My gaze fell to his forearms, both scratched badly—one worse than the other, but healing even as I watched. The really strange thing—and that was saying something—was that the scrapes matched my fingers. As if I had raked my hands down his arms and— I had raked my hands down his arms. Then I’d touched one arm and it had healed just enough to make it seem like he hadn’t tried to kill me. But he had.

 

Jeremy caught my wrists as I drew back, capturing me, holding on tight.

 

“It was you,” I said. “In my apartment, with the pillow. The ring. The ski mask.”

 

He didn’t speak. He didn’t have to. Owen had been right.

 

I yanked free. “Why?”

 

“Witches must die.”

 

“But … you’re a witch.”

 

“I only pretended to be one to discover their identities.”

 

“Being a witch is that big of a secret?” I asked.

 

I had to figure out what to do. Behind me lay a cliff, the drop straight to the rocky shores of Lake Superior. Jeremy stood between me and my car. The forest was an option, but I’d have to disable him first. He was fast. Much faster than me.

 

“The identities of the elemental witches, the ones with true power and real magic, like you, are a secret. It’s those witches we need to kill. They’re dangerous.”

 

He was dangerous. But I didn’t mention it.

 

“You mean to tell me no witches but elementals have been harmed?” I asked.

 

He shrugged. “I’m sure a few pretenders have died along the way.”

 

His casual dismissal of lives chilled me.

 

“What makes you hate them”—hate us?—“so much?”

 

“I don’t hate you, Becca.” He shook his head, his expression that of a professor admonishing a dumbass student.
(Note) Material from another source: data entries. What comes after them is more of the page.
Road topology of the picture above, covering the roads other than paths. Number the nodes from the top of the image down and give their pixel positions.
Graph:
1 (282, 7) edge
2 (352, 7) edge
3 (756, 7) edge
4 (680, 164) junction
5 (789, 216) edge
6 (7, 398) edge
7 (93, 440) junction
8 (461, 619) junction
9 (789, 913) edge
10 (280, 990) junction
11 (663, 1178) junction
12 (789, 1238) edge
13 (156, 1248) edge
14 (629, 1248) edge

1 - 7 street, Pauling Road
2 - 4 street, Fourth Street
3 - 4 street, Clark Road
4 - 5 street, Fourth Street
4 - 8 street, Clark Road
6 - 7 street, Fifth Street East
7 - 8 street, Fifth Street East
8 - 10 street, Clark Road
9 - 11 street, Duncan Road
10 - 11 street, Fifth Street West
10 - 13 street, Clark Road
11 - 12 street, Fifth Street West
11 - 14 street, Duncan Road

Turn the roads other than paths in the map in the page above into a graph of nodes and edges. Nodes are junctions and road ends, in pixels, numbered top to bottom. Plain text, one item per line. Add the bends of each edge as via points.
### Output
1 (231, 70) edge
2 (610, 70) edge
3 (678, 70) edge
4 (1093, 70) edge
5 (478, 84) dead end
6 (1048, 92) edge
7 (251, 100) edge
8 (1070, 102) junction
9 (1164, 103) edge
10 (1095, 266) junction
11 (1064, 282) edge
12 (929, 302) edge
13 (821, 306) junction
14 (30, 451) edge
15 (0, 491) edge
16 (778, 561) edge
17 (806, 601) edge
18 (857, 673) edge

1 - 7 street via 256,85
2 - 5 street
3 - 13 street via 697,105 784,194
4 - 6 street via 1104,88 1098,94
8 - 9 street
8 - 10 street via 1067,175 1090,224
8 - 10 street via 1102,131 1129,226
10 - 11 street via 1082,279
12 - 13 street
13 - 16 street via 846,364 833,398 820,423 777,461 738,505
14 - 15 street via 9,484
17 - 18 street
He’d no doubt used it a hundred and one times before. “But I do need to kill you.”

 

I could tell he believed it, was, in fact, looking forward to it. How had I missed the crazy before? Or had he become crazy only recently?

 

“Roland speaks to me. In my dreams, my mind.”

 

Recently then. He couldn’t have hidden that for very long.

 

I needed to keep him talking, maybe talk him out of this. I had a pretty good idea how.

 

“If you’ve been chatting with McHugh, you know he wants to kill me and my sister.”

 

“Sisters,” he corrected.

 

He had been talking to McHugh, or reading Venatores Mali propaganda.